Acquisition of conditioned suppression in rats pre-treated with saline before each training session. Mean (±SEM) response rates (responses per min) are presented for the following periods of time: 2 min prior to conditioned stimulus presentation (“Pre”), 1 min during conditioned stimulus presentation (“CS”), and 0–2, 2–5, 5–10, 10–15, and 15–20 min after the cocaine injection given at the end of the conditioned stimulus. Each block of training represents two sessions, and “Test” represents the ninth session, in which cocaine was not delivered. Asterisks indicate rates significantly (P<0.05) lower than the preconditioned stimulus rate in the same block of training (or during the test session for the test data, on the right).

Fig. 2

Mean (±SEM) suppression times over the course of acquisition training in groups treated with vehicle, SCH 23390, or eticlopride before each session. Legend indicates the pre-treatment drug and dose (mg/kg). Cocaine was delivered at the end of conditioned stimulus presentation during each session. Suppression times were measured from the beginning of the conditioned stimulus until the response rate returned to at least 50% of the pre-conditioned stimulus rate. SCH 23390 and eticlopride shared a vehicle-treated control group (solid circles); the data for this control group in Fig. 2 are derived from the same data in Fig. 1.

Fig. 3

Mean (±SEM) suppression times during acquisition training, collapsed across blocks.
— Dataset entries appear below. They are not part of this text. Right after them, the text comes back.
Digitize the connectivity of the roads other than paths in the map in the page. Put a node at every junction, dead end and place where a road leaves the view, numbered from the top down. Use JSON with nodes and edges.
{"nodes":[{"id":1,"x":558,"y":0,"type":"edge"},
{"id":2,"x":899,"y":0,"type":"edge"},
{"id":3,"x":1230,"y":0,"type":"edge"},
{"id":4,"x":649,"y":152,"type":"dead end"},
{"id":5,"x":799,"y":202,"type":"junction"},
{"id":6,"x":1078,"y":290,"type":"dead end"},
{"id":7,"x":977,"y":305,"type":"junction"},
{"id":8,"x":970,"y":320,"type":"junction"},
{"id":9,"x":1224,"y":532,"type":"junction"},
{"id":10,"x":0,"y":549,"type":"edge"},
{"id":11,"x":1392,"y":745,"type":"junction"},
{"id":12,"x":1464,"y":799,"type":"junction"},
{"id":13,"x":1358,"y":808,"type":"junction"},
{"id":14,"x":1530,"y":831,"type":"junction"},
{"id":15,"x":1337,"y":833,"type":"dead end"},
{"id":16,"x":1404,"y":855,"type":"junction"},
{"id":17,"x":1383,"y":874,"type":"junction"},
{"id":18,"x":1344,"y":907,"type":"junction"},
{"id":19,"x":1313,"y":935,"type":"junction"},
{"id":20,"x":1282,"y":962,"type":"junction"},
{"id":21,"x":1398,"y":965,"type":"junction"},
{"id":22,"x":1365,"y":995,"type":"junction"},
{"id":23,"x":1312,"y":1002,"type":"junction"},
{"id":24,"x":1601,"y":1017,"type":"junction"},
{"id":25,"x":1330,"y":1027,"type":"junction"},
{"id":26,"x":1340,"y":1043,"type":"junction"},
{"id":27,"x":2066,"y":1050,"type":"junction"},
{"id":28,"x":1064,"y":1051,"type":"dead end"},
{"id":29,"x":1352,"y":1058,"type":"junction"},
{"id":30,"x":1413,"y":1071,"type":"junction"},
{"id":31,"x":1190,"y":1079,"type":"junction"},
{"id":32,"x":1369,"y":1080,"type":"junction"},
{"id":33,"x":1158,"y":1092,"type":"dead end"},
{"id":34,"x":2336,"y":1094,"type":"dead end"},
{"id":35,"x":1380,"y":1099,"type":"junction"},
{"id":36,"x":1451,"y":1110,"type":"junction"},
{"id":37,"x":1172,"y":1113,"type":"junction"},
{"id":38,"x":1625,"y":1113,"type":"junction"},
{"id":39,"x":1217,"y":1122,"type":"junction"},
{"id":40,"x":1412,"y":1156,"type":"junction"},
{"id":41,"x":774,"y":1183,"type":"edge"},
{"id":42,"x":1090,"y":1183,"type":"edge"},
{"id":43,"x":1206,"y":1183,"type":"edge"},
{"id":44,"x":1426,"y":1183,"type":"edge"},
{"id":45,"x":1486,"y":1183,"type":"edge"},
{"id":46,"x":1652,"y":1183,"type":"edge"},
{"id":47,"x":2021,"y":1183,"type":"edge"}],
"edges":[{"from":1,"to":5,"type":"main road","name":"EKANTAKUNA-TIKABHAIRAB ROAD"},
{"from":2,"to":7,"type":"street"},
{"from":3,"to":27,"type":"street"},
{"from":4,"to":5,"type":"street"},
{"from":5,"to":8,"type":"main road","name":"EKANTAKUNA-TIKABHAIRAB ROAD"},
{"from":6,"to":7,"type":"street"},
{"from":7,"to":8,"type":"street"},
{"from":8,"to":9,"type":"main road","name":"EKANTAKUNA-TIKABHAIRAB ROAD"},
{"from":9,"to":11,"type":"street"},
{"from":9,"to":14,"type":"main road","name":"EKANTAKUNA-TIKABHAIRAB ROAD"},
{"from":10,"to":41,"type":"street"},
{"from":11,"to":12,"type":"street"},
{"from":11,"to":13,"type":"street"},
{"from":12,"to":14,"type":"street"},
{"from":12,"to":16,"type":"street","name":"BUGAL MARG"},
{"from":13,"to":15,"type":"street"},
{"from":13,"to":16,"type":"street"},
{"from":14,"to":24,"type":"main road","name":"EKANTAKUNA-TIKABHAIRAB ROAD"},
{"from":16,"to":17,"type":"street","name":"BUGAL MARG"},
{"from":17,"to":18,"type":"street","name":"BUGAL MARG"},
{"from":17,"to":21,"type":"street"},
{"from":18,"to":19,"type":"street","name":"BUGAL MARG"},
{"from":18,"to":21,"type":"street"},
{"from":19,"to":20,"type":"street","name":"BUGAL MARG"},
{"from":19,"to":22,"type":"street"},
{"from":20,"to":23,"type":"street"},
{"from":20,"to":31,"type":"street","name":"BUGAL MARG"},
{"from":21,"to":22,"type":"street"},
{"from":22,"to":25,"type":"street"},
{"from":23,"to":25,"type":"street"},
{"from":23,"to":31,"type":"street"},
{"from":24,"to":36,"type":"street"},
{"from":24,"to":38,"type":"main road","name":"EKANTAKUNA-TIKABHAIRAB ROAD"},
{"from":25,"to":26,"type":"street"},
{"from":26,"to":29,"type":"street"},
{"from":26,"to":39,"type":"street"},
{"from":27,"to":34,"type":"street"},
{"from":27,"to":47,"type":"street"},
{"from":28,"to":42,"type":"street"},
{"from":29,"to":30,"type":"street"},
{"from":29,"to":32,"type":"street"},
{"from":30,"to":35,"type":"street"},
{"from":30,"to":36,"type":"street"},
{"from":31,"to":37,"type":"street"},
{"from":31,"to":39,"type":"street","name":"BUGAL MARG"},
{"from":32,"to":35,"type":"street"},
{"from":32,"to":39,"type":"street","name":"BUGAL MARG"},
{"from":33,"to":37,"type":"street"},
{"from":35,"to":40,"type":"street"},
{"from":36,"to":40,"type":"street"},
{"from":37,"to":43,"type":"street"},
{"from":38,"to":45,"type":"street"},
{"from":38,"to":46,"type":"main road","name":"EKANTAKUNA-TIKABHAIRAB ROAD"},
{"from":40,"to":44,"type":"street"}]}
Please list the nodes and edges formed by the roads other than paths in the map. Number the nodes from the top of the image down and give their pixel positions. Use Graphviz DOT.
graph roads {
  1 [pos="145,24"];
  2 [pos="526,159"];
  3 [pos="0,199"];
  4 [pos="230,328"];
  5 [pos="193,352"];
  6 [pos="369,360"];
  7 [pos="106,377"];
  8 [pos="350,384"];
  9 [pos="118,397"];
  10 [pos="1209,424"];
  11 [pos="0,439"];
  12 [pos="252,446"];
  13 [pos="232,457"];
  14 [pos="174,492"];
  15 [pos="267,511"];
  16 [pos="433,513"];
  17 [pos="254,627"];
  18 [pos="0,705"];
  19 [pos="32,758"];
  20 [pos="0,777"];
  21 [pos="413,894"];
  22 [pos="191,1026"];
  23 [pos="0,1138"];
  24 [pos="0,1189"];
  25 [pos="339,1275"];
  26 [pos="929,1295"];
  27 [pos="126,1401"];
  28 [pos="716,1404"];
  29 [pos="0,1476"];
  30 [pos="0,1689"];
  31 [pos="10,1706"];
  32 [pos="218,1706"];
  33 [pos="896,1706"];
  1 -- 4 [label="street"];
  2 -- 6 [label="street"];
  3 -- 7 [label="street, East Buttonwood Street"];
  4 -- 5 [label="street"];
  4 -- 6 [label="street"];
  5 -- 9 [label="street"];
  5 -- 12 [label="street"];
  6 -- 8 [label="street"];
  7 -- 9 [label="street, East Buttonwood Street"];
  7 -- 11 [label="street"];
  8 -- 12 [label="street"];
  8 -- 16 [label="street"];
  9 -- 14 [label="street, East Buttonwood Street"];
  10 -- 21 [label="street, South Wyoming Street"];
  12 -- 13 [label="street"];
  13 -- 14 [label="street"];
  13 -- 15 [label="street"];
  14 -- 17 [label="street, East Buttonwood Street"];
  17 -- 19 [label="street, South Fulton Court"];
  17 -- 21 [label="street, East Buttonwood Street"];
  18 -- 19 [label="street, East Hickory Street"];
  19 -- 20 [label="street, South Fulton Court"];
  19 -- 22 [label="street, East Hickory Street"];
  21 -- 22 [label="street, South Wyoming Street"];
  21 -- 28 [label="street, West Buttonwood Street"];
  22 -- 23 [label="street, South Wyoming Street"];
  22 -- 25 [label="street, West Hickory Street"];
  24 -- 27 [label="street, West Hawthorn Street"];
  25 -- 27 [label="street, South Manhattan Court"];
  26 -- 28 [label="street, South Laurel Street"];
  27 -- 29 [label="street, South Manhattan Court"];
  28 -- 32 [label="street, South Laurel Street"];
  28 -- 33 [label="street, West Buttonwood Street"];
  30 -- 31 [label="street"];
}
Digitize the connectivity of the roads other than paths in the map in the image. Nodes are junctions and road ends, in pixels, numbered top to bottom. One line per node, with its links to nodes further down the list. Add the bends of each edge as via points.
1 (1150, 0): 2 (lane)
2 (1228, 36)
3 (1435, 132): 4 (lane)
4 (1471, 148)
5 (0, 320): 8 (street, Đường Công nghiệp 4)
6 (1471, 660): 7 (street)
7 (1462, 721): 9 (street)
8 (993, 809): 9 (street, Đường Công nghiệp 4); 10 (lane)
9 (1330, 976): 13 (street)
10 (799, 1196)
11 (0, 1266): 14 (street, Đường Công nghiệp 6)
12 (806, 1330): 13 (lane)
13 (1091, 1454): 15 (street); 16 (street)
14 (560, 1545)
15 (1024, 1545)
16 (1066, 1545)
Each curve in Fig. 2 is seen as a point in Fig. 3. Asterisks indicate that suppression times were significantly reduced (P<0.05) in groups pre-treated with 0.01 or 0.03 mg/kg of SCH 23390 or 0.01 mg/kg of eticlopride.

Fig. 4

Mean (±SEM) suppression times during testing (Day 9) for conditioned effects in groups treated with vehicle, SCH 23390, or eticlopride before each session during acquisition training. During testing, no pre-treatment was given, and the conditioned stimulus was presented without cocaine delivery. Asterisks indicate that suppression times were significantly reduced (P<0.05) in groups pre-treated with 0.003 or 0.01 mg/kg of SCH 23390.

Fig. 5

Mean (±SEM) suppression times during testing for alterations in the expression of conditioned suppression when rats were pre-treated with vehicle, SCH 23390, eticlopride, or BP 897 before the test. Rats were given cocaine paired with the conditioned stimulus during each training session, but no cocaine was given during test sessions. Pre-treatments were given only before test sessions. Each rat was tested with only one pre-treatment drug, but doses within each drug were compared within subjects. Baseline training sessions (with cocaine delivered but no pre-treatment) were interspersed between test sessions. Asterisk indicates that suppression time was significantly reduced (P<0.05) when 0.01 mg/kg of eticlopride was administered before the test session.